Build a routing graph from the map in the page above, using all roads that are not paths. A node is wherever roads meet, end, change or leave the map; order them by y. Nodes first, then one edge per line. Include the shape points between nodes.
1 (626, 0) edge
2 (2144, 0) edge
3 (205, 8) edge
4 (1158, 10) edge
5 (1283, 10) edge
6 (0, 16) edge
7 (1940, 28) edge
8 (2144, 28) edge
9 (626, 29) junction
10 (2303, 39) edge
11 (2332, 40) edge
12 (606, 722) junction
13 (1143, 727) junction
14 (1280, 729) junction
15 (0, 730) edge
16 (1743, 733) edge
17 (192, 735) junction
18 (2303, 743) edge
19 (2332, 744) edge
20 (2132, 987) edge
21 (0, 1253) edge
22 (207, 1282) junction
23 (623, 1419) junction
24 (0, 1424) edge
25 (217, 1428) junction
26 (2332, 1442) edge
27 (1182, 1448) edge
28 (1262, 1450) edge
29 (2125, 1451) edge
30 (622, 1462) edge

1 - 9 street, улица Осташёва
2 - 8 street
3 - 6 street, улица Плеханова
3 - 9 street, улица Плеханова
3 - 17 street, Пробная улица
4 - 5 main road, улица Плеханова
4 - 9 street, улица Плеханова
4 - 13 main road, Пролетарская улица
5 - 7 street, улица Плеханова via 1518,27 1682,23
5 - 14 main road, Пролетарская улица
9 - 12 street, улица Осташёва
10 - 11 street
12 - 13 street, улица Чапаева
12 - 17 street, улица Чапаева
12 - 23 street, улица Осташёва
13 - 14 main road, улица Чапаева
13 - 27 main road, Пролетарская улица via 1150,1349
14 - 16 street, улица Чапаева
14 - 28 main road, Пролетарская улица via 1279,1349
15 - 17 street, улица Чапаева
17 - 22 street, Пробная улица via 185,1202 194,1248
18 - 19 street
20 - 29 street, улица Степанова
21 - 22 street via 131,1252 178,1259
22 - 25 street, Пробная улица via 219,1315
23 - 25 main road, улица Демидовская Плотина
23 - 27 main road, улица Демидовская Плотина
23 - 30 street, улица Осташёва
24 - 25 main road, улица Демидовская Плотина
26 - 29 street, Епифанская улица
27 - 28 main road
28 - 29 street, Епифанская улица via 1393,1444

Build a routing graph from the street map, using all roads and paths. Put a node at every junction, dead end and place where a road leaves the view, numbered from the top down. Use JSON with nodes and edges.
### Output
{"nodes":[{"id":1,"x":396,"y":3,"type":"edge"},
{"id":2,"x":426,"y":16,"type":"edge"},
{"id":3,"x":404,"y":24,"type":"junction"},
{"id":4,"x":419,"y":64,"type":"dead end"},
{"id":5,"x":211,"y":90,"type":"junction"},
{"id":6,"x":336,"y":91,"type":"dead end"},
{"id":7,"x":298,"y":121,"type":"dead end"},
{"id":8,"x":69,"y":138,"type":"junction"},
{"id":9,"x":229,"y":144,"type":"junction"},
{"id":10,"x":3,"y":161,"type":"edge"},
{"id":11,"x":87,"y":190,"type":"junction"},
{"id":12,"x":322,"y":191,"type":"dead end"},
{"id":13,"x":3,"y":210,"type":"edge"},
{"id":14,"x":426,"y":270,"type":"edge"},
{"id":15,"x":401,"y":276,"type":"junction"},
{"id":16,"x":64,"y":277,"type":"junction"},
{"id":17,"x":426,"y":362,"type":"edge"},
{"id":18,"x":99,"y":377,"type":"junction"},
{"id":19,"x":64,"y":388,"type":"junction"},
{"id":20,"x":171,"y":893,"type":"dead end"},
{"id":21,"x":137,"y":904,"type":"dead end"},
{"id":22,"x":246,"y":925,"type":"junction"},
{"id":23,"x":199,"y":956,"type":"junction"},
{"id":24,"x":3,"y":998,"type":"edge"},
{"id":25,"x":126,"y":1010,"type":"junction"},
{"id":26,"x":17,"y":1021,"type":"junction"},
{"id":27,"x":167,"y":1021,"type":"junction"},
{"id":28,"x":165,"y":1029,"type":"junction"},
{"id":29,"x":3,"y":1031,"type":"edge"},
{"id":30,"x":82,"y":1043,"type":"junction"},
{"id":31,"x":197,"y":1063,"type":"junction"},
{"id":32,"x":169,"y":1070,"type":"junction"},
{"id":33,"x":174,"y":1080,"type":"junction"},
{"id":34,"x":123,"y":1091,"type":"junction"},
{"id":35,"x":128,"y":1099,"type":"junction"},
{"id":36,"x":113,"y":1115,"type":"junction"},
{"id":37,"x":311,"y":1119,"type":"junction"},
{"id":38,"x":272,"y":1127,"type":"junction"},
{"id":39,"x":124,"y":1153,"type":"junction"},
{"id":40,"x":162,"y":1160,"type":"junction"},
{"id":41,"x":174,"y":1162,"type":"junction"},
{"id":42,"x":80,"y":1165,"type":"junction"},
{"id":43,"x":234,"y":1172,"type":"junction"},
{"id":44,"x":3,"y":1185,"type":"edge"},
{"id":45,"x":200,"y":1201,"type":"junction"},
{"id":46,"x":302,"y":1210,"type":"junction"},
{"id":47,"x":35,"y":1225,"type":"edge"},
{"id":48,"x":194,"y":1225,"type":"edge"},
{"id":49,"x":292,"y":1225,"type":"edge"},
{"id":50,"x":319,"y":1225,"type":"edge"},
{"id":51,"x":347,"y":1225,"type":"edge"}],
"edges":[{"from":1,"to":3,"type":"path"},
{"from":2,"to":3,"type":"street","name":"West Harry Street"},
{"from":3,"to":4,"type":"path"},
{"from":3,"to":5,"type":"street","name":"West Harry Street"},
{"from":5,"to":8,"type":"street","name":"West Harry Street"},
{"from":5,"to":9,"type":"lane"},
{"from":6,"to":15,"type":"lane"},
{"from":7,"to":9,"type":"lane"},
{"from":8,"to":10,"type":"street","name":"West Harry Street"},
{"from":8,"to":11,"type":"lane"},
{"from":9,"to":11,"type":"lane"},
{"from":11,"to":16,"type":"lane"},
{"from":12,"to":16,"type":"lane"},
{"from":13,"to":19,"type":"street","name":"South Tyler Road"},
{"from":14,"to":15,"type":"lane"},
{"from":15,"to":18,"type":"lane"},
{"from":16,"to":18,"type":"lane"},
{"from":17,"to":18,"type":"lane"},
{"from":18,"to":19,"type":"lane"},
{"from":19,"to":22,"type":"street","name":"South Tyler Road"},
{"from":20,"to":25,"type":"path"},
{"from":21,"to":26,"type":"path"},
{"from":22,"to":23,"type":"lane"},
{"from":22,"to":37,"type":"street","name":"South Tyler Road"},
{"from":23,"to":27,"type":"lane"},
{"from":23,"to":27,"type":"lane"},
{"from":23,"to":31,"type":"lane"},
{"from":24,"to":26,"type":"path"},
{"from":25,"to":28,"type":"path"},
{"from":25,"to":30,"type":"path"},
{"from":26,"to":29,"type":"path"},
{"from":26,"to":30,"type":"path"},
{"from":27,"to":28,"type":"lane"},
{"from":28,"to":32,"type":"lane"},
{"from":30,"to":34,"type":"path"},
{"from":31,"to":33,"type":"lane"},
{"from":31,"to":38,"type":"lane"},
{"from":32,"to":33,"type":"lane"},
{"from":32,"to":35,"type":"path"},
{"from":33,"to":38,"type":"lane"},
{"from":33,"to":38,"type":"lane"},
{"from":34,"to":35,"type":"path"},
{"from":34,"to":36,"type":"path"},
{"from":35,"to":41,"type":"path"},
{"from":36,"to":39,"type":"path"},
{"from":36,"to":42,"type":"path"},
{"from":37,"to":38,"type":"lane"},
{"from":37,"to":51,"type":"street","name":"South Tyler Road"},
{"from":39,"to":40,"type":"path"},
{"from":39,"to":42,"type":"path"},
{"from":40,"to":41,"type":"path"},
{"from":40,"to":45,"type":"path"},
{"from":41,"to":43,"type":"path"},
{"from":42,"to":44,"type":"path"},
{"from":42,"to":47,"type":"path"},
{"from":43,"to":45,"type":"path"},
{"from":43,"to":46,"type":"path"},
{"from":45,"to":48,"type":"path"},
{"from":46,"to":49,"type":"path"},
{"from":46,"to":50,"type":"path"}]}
********
__TASK REQUIREMENTS__:
Going through the records above, count the lines that include the word "edges". Give the number alone.

__ANSWER SECTION__:
2